Il comportamento del protagonista è particolare, poiché a differenza di tutti, che si coalizzano in gilde (l'unione fa la forza, a maggior ragione se si rischia davvero la vita), sta da solo, ed è comunque molto più forte della media. Tale enorme squilibrio è giustificato all'inizio, poiché essendo lui un beta-tester è normale che sappia più cose degli altri, ma non lo è più col procedere degli episodi. È anche da notare che il suo atteggiamento nei confronti degli altri cambia in ogni episodio, rendendo così difficile inquadrare bene il personaggio. Kirito conoscerà col passare del tempo numerose ragazze, tutte molto carine e che si innamorano subito si lui. Si viene quindi a creare un harem. Oltre all'harem ci sarà anche una vera e propria storia d'amore, a mio avviso sviluppata male e troppo velocemente, perché anche la ragazza, come Kirito, cambia atteggiamento ad ogni episodio, passando da arrabbiata senza motivo a innamorata pazza nel giro di poco.
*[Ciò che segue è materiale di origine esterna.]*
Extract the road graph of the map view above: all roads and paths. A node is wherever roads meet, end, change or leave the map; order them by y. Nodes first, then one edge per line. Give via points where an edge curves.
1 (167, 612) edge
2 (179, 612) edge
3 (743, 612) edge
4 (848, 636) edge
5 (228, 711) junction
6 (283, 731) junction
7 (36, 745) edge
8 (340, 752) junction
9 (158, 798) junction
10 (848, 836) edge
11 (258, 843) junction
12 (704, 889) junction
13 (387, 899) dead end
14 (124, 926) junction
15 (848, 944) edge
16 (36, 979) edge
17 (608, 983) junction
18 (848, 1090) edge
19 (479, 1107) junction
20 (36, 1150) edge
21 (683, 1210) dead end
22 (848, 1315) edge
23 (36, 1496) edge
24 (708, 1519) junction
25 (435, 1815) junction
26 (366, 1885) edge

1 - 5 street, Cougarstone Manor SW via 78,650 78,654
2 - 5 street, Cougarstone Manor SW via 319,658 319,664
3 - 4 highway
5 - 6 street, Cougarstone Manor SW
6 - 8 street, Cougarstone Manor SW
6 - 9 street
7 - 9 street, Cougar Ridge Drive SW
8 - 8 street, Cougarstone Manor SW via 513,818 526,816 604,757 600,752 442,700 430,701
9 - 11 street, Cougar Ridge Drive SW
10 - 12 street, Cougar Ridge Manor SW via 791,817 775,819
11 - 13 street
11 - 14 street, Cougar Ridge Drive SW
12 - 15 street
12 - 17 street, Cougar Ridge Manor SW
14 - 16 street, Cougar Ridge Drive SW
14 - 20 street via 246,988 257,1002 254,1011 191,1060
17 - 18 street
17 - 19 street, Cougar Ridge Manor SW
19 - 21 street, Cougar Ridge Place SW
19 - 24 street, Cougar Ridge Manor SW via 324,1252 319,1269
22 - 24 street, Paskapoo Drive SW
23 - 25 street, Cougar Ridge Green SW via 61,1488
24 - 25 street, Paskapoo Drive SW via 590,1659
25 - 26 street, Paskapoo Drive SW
Numerose sono le forzature nella trama: oltre al già citato enorme squilibrio di forza tra il protagonista e gli altri, ci sono abilità che spuntano dal nulla (chiunque conosca i giochi di ruolo sa che non è possibile), software che possono provare sentimenti, personaggi che prima dicono che faranno una cosa e un attimo dopo fanno tutto l'opposto, altri che muoiono e risorgono... insomma, un insulto ai veri giochi di ruolo e alla logica per tutta la durata della serie.
Si potrebbe anche soprassedere sulle numerose forzature se i personaggi fossero ben delineati, e invece no, perché i due protagonisti come già detto cambiano atteggiamento in continuazione, e quasi tutti i comprimari sono appena abbozzati, quando non sono veri e propri stereotipi. Non che ci sia niente di male se c'è qualche stereotipo o elemento che strizza l'occhio a una certa fetta di pubblico, ma in "Sword Art Online" ce n'è una sovrabbondanza: harem, tsundere, moe, tettone, loli, sister complex, daughter complex, furry, tentacle rape, BDSM.
Altro elemento che ho trovato molto fastidioso è il piagnisteo facile e ingiustificato di alcuni personaggi, che invece di farmi commuovere mi faceva ridere, ottenendo così l'effetto opposto.
Ma la cosa peggiore è che invece di incentivare le persone a giocare di meno, il messaggio che viene lanciato è che nel mondo virtuale i sentimenti e le persone sono uguali a quelle del mondo reale. Lo trovo davvero ridicolo.
Non posso però nascondere che ci siano anche degli elementi molto pregevoli, come le sigle di apertura e chiusura, la colonna sonora, l'ambientazione dei mondi virtuali e il character design, in particolare dei personaggi femminili e dei loro abiti. Menzione speciale ai combattimenti, che purtroppo sono pochi e brevi, ma che mi hanno trasmesso una carica e un'adrenalina incredibile, anche grazie a delle animazioni eccellenti.
Dunque "Sword Art Online" eccelle nella forma ma è molto scarno nella sostanza, cosa che lo colloca ben lontano dalla sufficienza. Un vero peccato, perché le premesse erano ottime.